23/09/2019

El ABC de la ciberseguridad

El presupuesto medio que las empresas dedican a ciberseguridad se ha duplicado desde el 2012. Sin embargo, Latinoamérica se encuentra atrasada en relación con los índices mundiales. En esta nota redactada por la empresa socia Alfa technologies, nos hablan de la importancia de cómo y por qué se debe invertir en ciberseguridad.

Los ataques cibernéticos a las empresas ocurren constantemente. La mayoría no se conoce públicamente, especialmente cuando se trata de extorsiones (Ramsonware) o de espionaje comercial.
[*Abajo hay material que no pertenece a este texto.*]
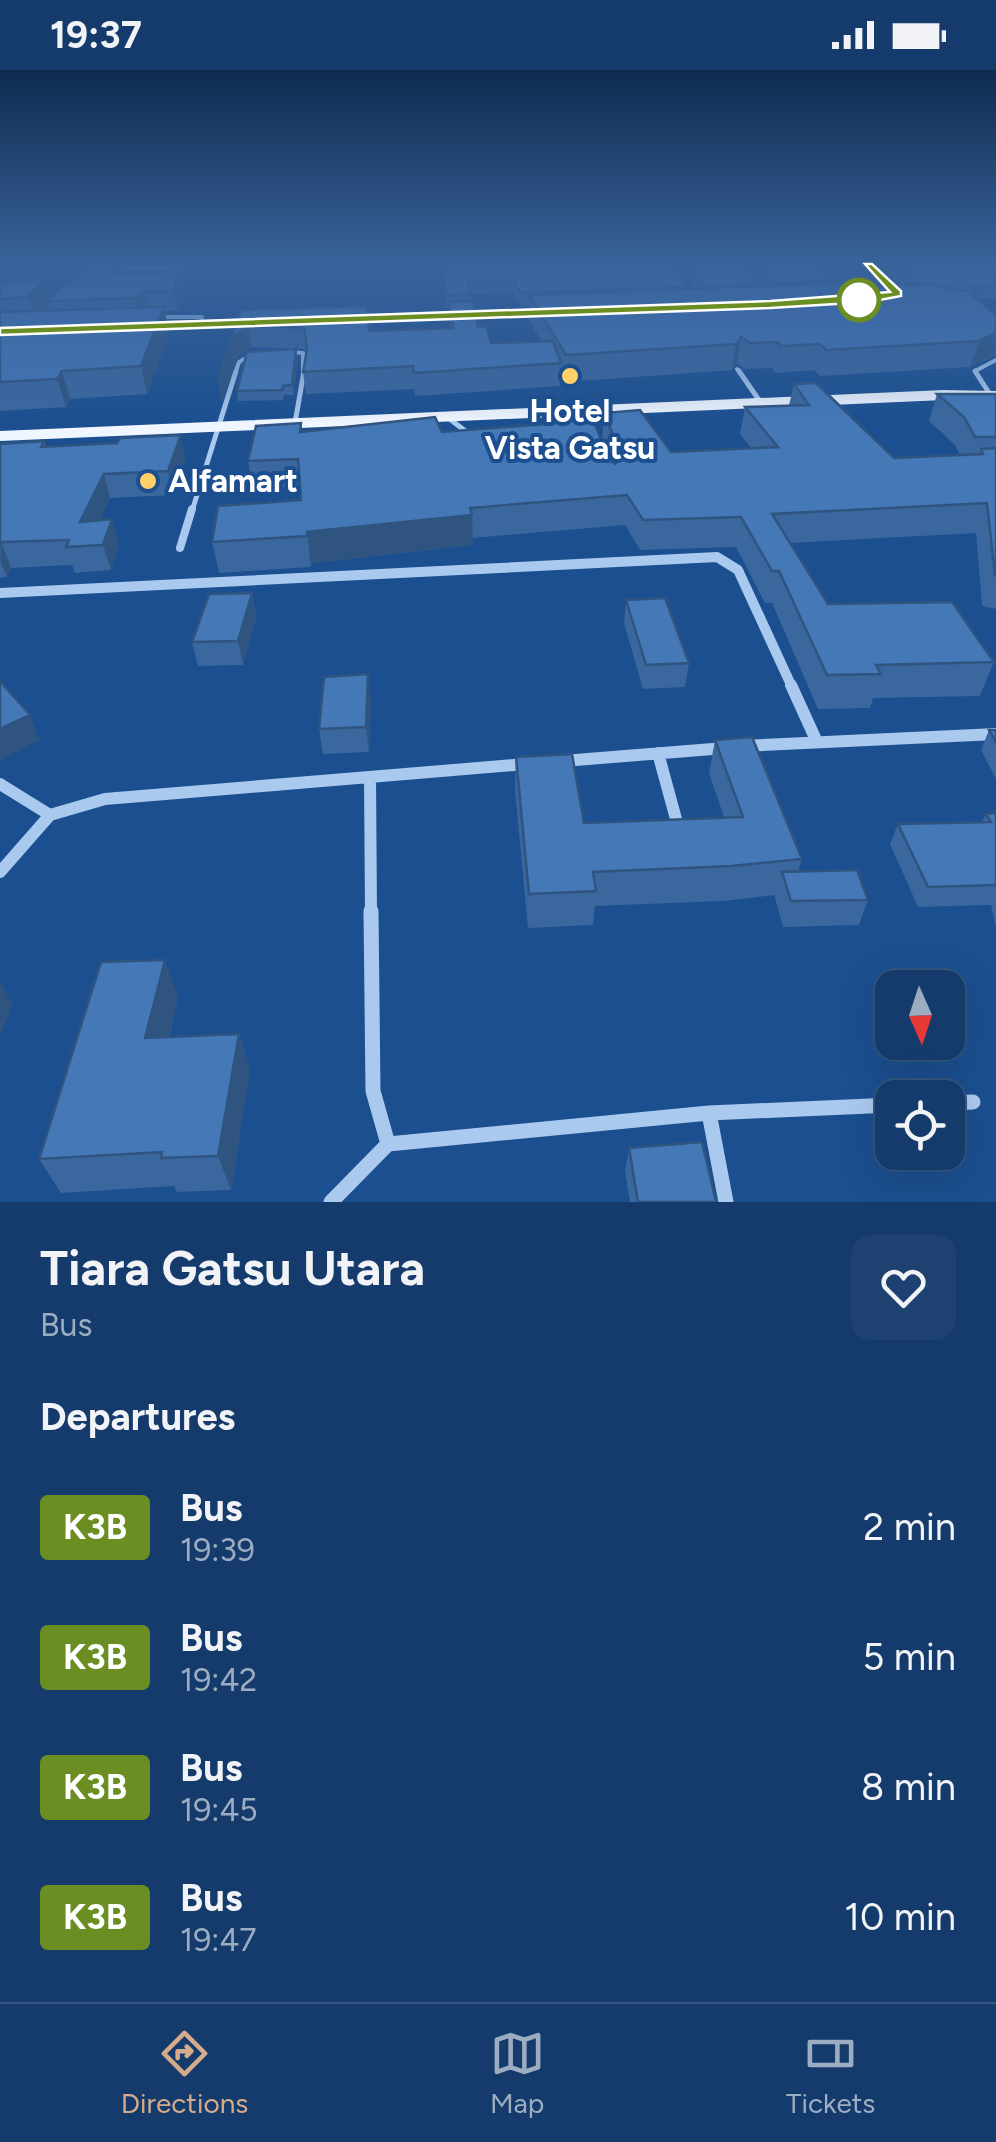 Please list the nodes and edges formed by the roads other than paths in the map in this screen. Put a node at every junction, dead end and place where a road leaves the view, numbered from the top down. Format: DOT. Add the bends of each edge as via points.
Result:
graph roads {
  1 [pos="355,319"];
  2 [pos="320,320"];
  3 [pos="280,321"];
  4 [pos="118,326"];
  5 [pos="996,360"];
  6 [pos="737,369"];
  7 [pos="994,396"];
  8 [pos="761,403"];
  9 [pos="448,417"];
  10 [pos="224,418"];
  11 [pos="295,423"];
  12 [pos="484,432"];
  13 [pos="0,436"];
  14 [pos="180,548"];
  15 [pos="0,593"];
  16 [pos="996,734"];
  17 [pos="817,742"];
  18 [pos="745,746"];
  19 [pos="658,753"];
  20 [pos="753,764"];
  21 [pos="370,777"];
  22 [pos="0,784"];
  23 [pos="50,815"];
  24 [pos="679,830"];
  25 [pos="0,872"];
  26 [pos="965,1102"];
  27 [pos="973,1102"];
  28 [pos="875,1106"];
  29 [pos="709,1113"];
  30 [pos="388,1144"];
  31 [pos="331,1202"];
  32 [pos="726,1202"];
  1 -- 2 [label="street"];
  3 -- 4 [label="street"];
  5 -- 7 [label="lane" via="975,371"];
  6 -- 8 [label="lane"];
  7 -- 8 [label="main road"];
  8 -- 9 [label="main road" via="505,422"];
  9 -- 11 [label="main road"];
  9 -- 12 [label="lane" via="464,432"];
  10 -- 11 [label="main road"];
  10 -- 11 [label="lane" via="244,357 302,353"];
  10 -- 13 [label="main road"];
  10 -- 14 [label="lane"];
  15 -- 17 [label="street" via="717,556 738,570"];
  16 -- 17 [label="street"];
  17 -- 18 [label="street"];
  18 -- 19 [label="street"];
  18 -- 20 [label="street"];
  19 -- 21 [label="street"];
  19 -- 24 [label="street"];
  21 -- 23 [label="street" via="105,798"];
  21 -- 30 [label="street" via="372,1091"];
  22 -- 23 [label="street"];
  23 -- 25 [label="street"];
  26 -- 27 [label="street"];
  28 -- 29 [label="street"];
  29 -- 30 [label="street"];
  29 -- 32 [label="street"];
  30 -- 31 [label="street"];
} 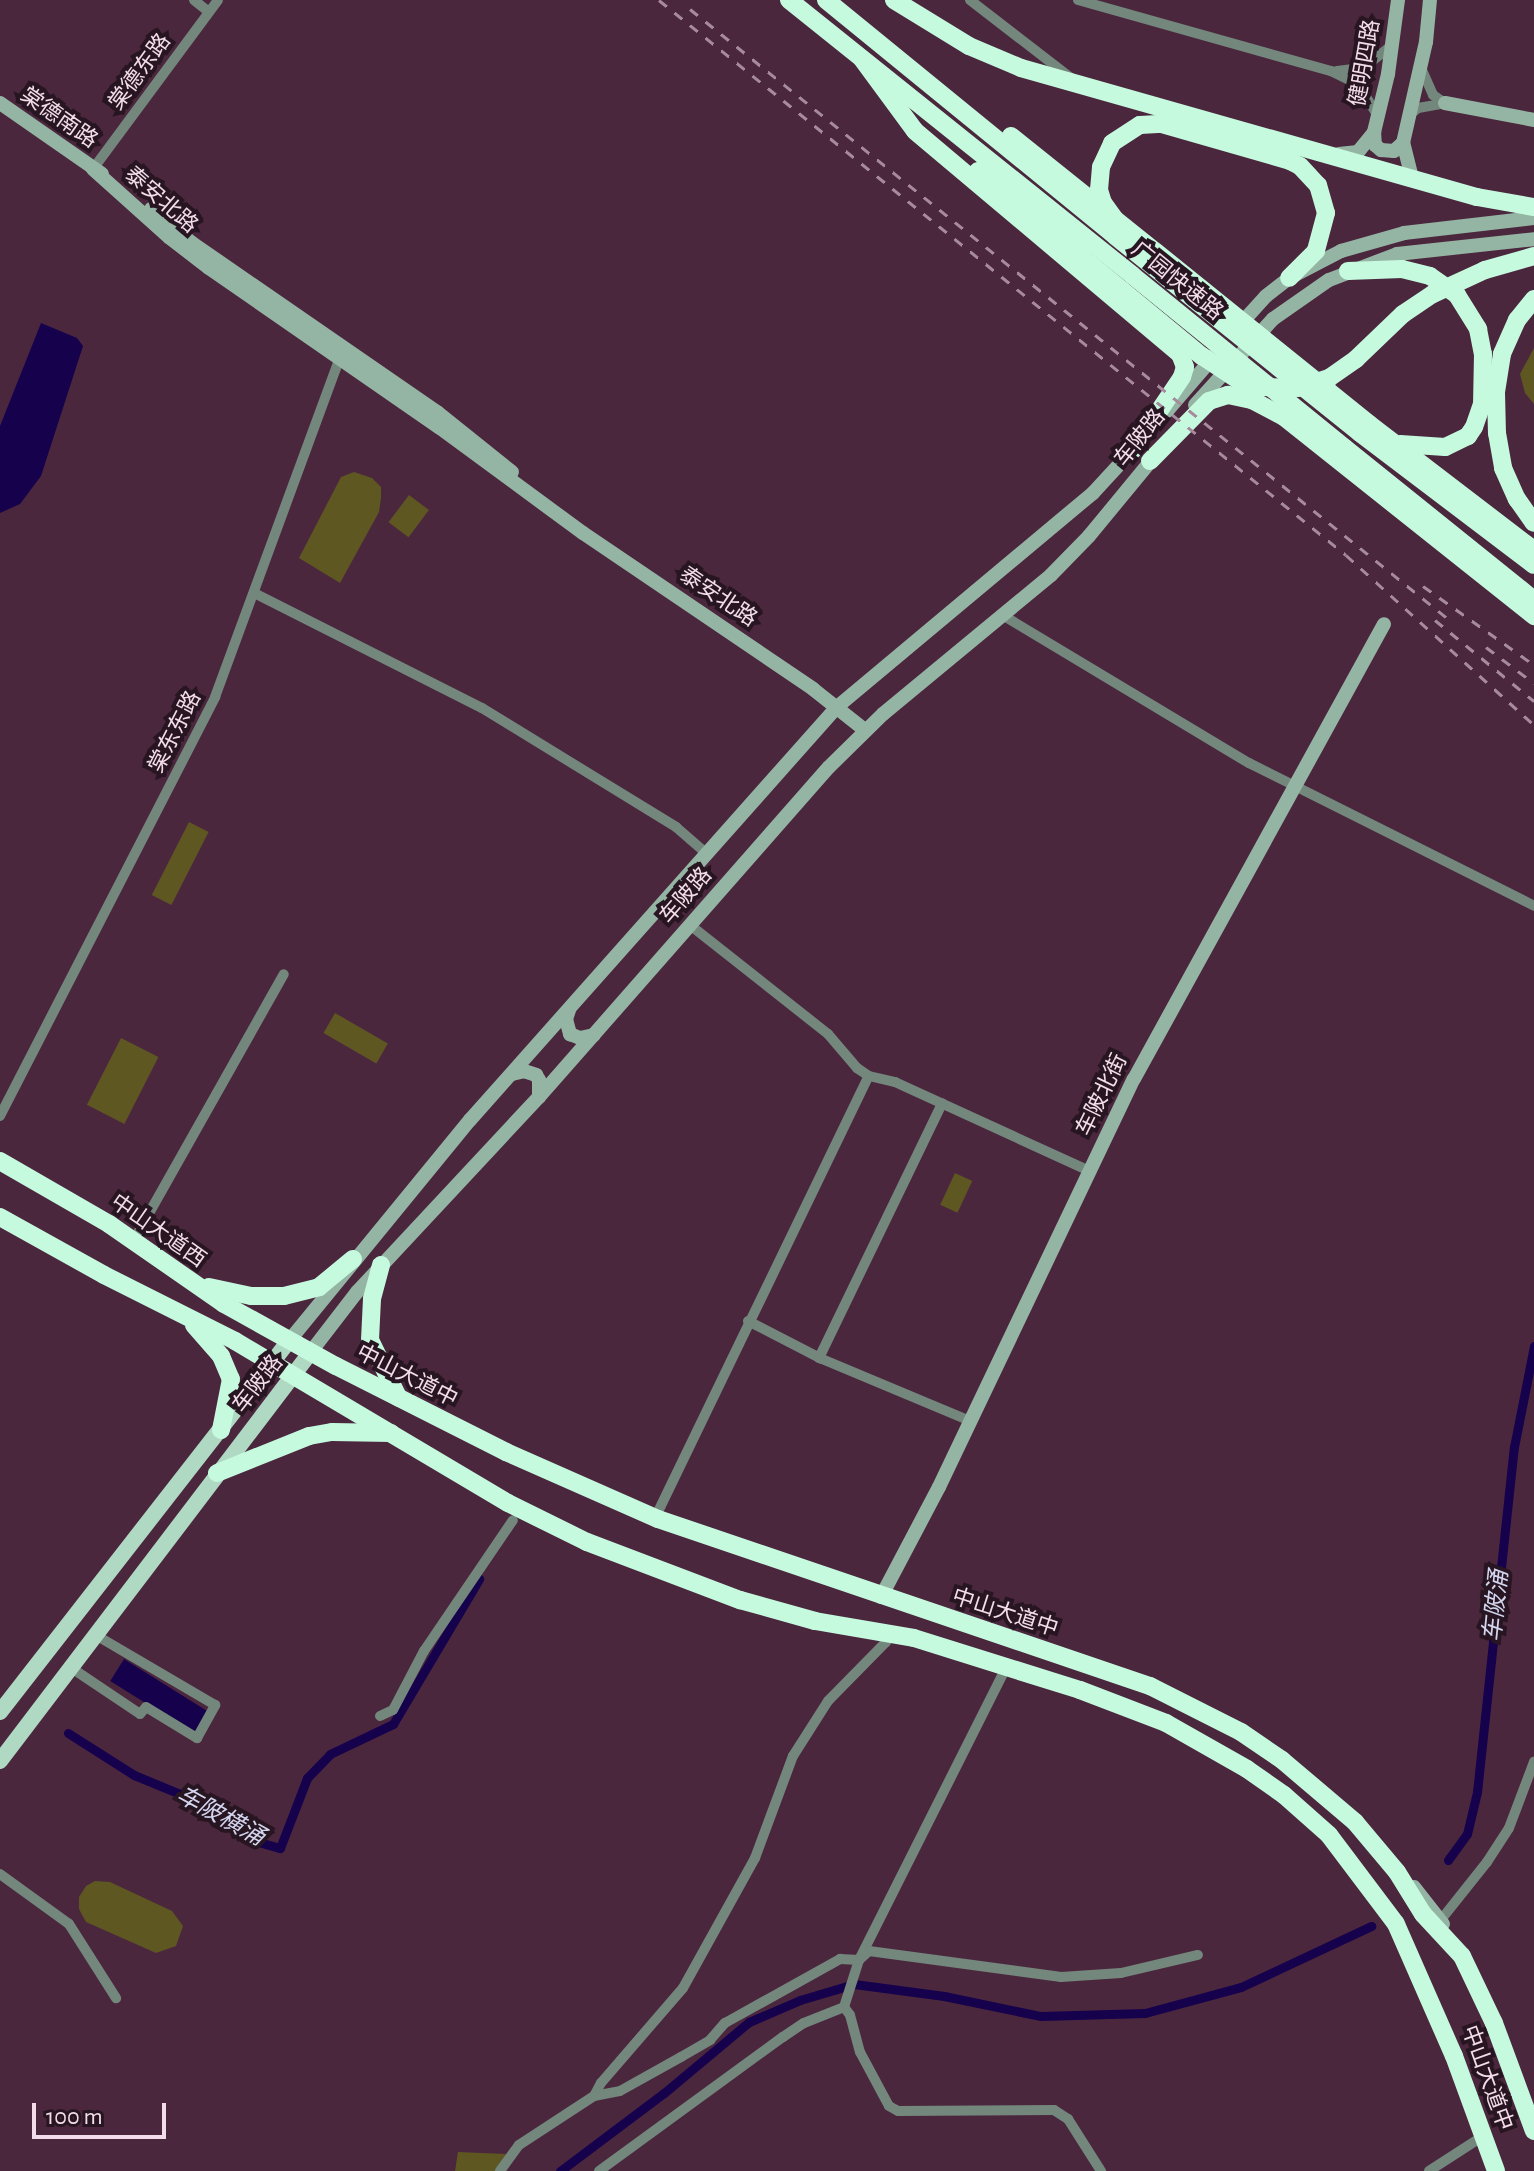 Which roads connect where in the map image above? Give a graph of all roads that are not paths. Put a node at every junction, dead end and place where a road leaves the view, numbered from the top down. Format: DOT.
graph roads {
  1 [pos="194,0"];
  2 [pos="218,0"];
  3 [pos="789,0"];
  4 [pos="826,0"];
  5 [pos="894,0"];
  6 [pos="970,0"];
  7 [pos="1078,0"];
  8 [pos="1398,0"];
  9 [pos="1430,0"];
  10 [pos="209,12"];
  11 [pos="1392,45"];
  12 [pos="862,59"];
  13 [pos="1421,62"];
  14 [pos="1331,71"];
  15 [pos="1076,81"];
  16 [pos="0,103"];
  17 [pos="1445,103"];
  18 [pos="1406,120"];
  19 [pos="1534,120"];
  20 [pos="1376,125"];
  21 [pos="1403,143"];
  22 [pos="1335,154"];
  23 [pos="93,169"];
  24 [pos="1412,178"];
  25 [pos="1534,207"];
  26 [pos="1534,218"];
  27 [pos="1116,229"];
  28 [pos="1534,239"];
  29 [pos="1534,256"];
  30 [pos="1348,271"];
  31 [pos="1289,278"];
  32 [pos="1534,299"];
  33 [pos="1173,346"];
  34 [pos="342,354"];
  35 [pos="1207,378"];
  36 [pos="1252,400"];
  37 [pos="1364,429"];
  38 [pos="1400,444"];
  39 [pos="1132,451"];
  40 [pos="1150,461"];
  41 [pos="1534,523"];
  42 [pos="1534,550"];
  43 [pos="1534,565"];
  44 [pos="256,594"];
  45 [pos="1534,600"];
  46 [pos="1004,616"];
  47 [pos="1534,616"];
  48 [pos="1384,624"];
  49 [pos="837,707"];
  50 [pos="865,730"];
  51 [pos="1293,785"];
  52 [pos="706,853"];
  53 [pos="1534,906"];
  54 [pos="690,925"];
  55 [pos="284,974"];
  56 [pos="569,1010"];
  57 [pos="594,1035"];
  58 [pos="512,1074"];
  59 [pos="869,1076"];
  60 [pos="539,1097"];
  61 [pos="942,1103"];
  62 [pos="0,1116"];
  63 [pos="0,1161"];
  64 [pos="1089,1171"];
  65 [pos="0,1217"];
  66 [pos="134,1240"];
  67 [pos="353,1259"];
  68 [pos="381,1265"];
  69 [pos="179,1273"];
  70 [pos="174,1308"];
  71 [pos="250,1319"];
  72 [pos="748,1321"];
  73 [pos="235,1341"];
  74 [pos="289,1341"];
  75 [pos="310,1353"];
  76 [pos="819,1358"];
  77 [pos="273,1363"];
  78 [pos="293,1374"];
  79 [pos="355,1376"];
  80 [pos="334,1398"];
  81 [pos="400,1400"];
  82 [pos="970,1421"];
  83 [pos="221,1430"];
  84 [pos="394,1433"];
  85 [pos="217,1473"];
  86 [pos="655,1518"];
  87 [pos="513,1520"];
  88 [pos="881,1597"];
  89 [pos="889,1632"];
  90 [pos="101,1638"];
  91 [pos="1007,1666"];
  92 [pos="76,1671"];
  93 [pos="5,1705"];
  94 [pos="380,1716"];
  95 [pos="34,1717"];
  96 [pos="0,1761"];
  97 [pos="1534,1762"];
  98 [pos="1397,1872"];
  99 [pos="0,1874"];
  100 [pos="1440,1921"];
  101 [pos="1198,1955"];
  102 [pos="859,1960"];
  103 [pos="1470,1969"];
  104 [pos="116,1998"];
  105 [pos="844,2007"];
  106 [pos="594,2096"];
  107 [pos="1534,2131"];
  108 [pos="1483,2136"];
  109 [pos="500,2171"];
  110 [pos="599,2171"];
  111 [pos="1101,2171"];
  112 [pos="1429,2171"];
  113 [pos="1496,2171"];
  1 -- 10 [label="street"];
  2 -- 10 [label="street, 棠德东路"];
  3 -- 12 [label="highway, 广园快速路"];
  4 -- 27 [label="highway, 广园快速路"];
  5 -- 15 [label="highway"];
  6 -- 15 [label="street"];
  7 -- 14 [label="street"];
  8 -- 11 [label="main road, 健明四路"];
  9 -- 13 [label="main road"];
  10 -- 23 [label="street, 棠德东路"];
  11 -- 14 [label="street"];
  11 -- 20 [label="main road, 健明四路"];
  12 -- 29 [label="highway, bridge"];
  12 -- 33 [label="highway"];
  12 -- 45 [label="highway, 广园快速路, bridge"];
  13 -- 17 [label="street"];
  13 -- 18 [label="main road"];
  14 -- 20 [label="street"];
  15 -- 22 [label="highway"];
  16 -- 23 [label="main road, 棠德南路"];
  17 -- 18 [label="street"];
  17 -- 19 [label="main road"];
  18 -- 21 [label="main road"];
  20 -- 21 [label="main road"];
  20 -- 22 [label="main road, 健明四路"];
  21 -- 24 [label="main road"];
  22 -- 24 [label="highway"];
  23 -- 34 [label="main road, 泰安北路"];
  24 -- 25 [label="highway"];
  26 -- 31 [label="main road, 车陂路"];
  27 -- 31 [label="highway"];
  27 -- 37 [label="highway, 广园快速路, bridge"];
  27 -- 37 [label="highway, bridge"];
  28 -- 30 [label="main road, 车陂路"];
  30 -- 35 [label="main road, 车陂路"];
  30 -- 38 [label="highway"];
  31 -- 35 [label="main road, 车陂路"];
  32 -- 41 [label="highway"];
  33 -- 35 [label="highway"];
  33 -- 39 [label="highway"];
  34 -- 44 [label="street, 棠东东路"];
  34 -- 49 [label="main road, 泰安北路"];
  35 -- 36 [label="highway"];
  35 -- 39 [label="main road, 车陂路"];
  35 -- 40 [label="main road, 车陂路"];
  36 -- 40 [label="highway"];
  36 -- 47 [label="highway"];
  37 -- 38 [label="highway"];
  37 -- 43 [label="highway, 广园快速路"];
  38 -- 42 [label="highway"];
  39 -- 49 [label="main road, 车陂路"];
  40 -- 46 [label="main road, 车陂路"];
  44 -- 52 [label="street"];
  44 -- 62 [label="street, 棠东东路"];
  46 -- 50 [label="main road, 车陂路"];
  46 -- 51 [label="street"];
  48 -- 51 [label="main road, 车陂北街"];
  49 -- 50 [label="main road, 泰安北路"];
  49 -- 52 [label="main road, 车陂路"];
  50 -- 54 [label="main road, 车陂路"];
  51 -- 53 [label="street"];
  51 -- 64 [label="main road, 车陂北街"];
  52 -- 56 [label="main road, 车陂路"];
  54 -- 57 [label="main road, 车陂路"];
  54 -- 59 [label="street"];
  55 -- 66 [label="street"];
  56 -- 57 [label="main road"];
  56 -- 58 [label="main road, 车陂路"];
  57 -- 60 [label="main road, 车陂路"];
  58 -- 60 [label="main road"];
  58 -- 67 [label="main road, 车陂路"];
  59 -- 61 [label="street"];
  59 -- 72 [label="street"];
  60 -- 68 [label="main road, 车陂路"];
  61 -- 64 [label="street"];
  61 -- 76 [label="street"];
  63 -- 66 [label="highway, 中山大道西"];
  64 -- 82 [label="main road, 车陂北街"];
  65 -- 70 [label="highway"];
  66 -- 69 [label="highway, 中山大道西"];
  67 -- 69 [label="highway"];
  67 -- 74 [label="main road, 车陂路"];
  68 -- 75 [label="main road, 车陂路"];
  68 -- 81 [label="highway"];
  69 -- 71 [label="highway, 中山大道西"];
  70 -- 73 [label="highway"];
  70 -- 83 [label="highway"];
  71 -- 73 [label="highway"];
  71 -- 74 [label="highway, 中山大道西"];
  72 -- 76 [label="street"];
  72 -- 86 [label="street"];
  73 -- 77 [label="highway"];
  74 -- 75 [label="highway, 中山大道中"];
  74 -- 77 [label="main road, 车陂路"];
  75 -- 78 [label="main road, 车陂路"];
  75 -- 79 [label="highway, 中山大道中"];
  76 -- 82 [label="street"];
  77 -- 78 [label="highway"];
  77 -- 83 [label="main road, 车陂路"];
  78 -- 80 [label="highway, 中山大道中"];
  78 -- 85 [label="main road, 车陂路"];
  79 -- 80 [label="highway"];
  79 -- 81 [label="highway, 中山大道中"];
  80 -- 84 [label="highway, 中山大道中"];
  81 -- 86 [label="highway, 中山大道中"];
  82 -- 88 [label="main road, 车陂北街"];
  83 -- 93 [label="main road, 车陂路"];
  84 -- 85 [label="highway"];
  84 -- 89 [label="highway, 中山大道中"];
  85 -- 95 [label="main road, 车陂路"];
  86 -- 88 [label="highway, 中山大道中"];
  87 -- 94 [label="street"];
  88 -- 98 [label="highway, 中山大道中"];
  89 -- 91 [label="highway, 中山大道中"];
  89 -- 106 [label="street"];
  90 -- 92 [label="street"];
  91 -- 102 [label="street"];
  91 -- 108 [label="highway, 中山大道中"];
  93 -- 95 [label="main road"];
  95 -- 96 [label="main road, 车陂路"];
  97 -- 100 [label="street"];
  98 -- 100 [label="main road"];
  98 -- 103 [label="highway, 中山大道中"];
  99 -- 104 [label="street"];
  100 -- 103 [label="main road"];
  101 -- 102 [label="street"];
  102 -- 105 [label="street"];
  102 -- 106 [label="street"];
  103 -- 107 [label="highway, 中山大道中"];
  105 -- 110 [label="street"];
  105 -- 111 [label="street"];
  106 -- 109 [label="street"];
  108 -- 112 [label="street"];
  108 -- 113 [label="highway, 中山大道中"];
}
Desde el año 2012, el presupuesto medio que las empresas dedican a ciberseguridad en el mundo prácticamente se ha duplicado, pasando de 2,8 a 5,1 millones de dólares. Si bien lo anterior refleja el crecimiento en inversión a nivel mundial, Latinoamérica se encuentra abiertamente atrasada en relación a los índices relevantes de inversión en ciberseguridad. Así, el Global Cybersecurity Index realizado por la International Telecommunications Union (ITU) indica que los mejores posicionados en América Latina son México (57), y Brasil (67), en tanto Chile se encuentra en el lugar 55, después de Perú (51) y Colombia (52).

Los últimos ataques a bancos e instituciones financieras en Chile han generado un efecto de interés y preocupación mayor por la implementación de medidas relativas a la ciberseguridad.

A diferencia de los ataques que se perpetran sobre los estados, particularmente aquellos perpetrados a nivel físico, tales como corte de cables de fibra submarinos, ataques a PITs, etc., el mundo privado, se ve más expuesto a ataques a nivel lógico, bien sea a protocolos como BGP hijacking, DNS hijacking o a software, como un malware que ataca una infraestructura o área específica de la organización y que afecta su normal funcionamiento o bien puede incluso perder datos sensibles de carácter comercial, como estrategias de ventas o bases de cliente que impactarán directamente en su negocio.

Finalmente, no faltan los ataques a los teléfonos móviles que son los menos conocidos, pero no los menos probables.

 

Midiendo la inversión en ciberseguridad

Un ambiente razonablemente seguro debe permitir que la información esté disponible cuando sea requerida, solo para usuarios que deban acceder a la información y que sea modificada por usuarios autorizados.

Es posible determinar cuál es el retorno que tendrá la inversión en ciberseguridad para la empresa, lo que ayuda a convencer a los responsables de autorizar inversiones que tienden a percibir estos costos como un gasto realizado sobre “intangibles”.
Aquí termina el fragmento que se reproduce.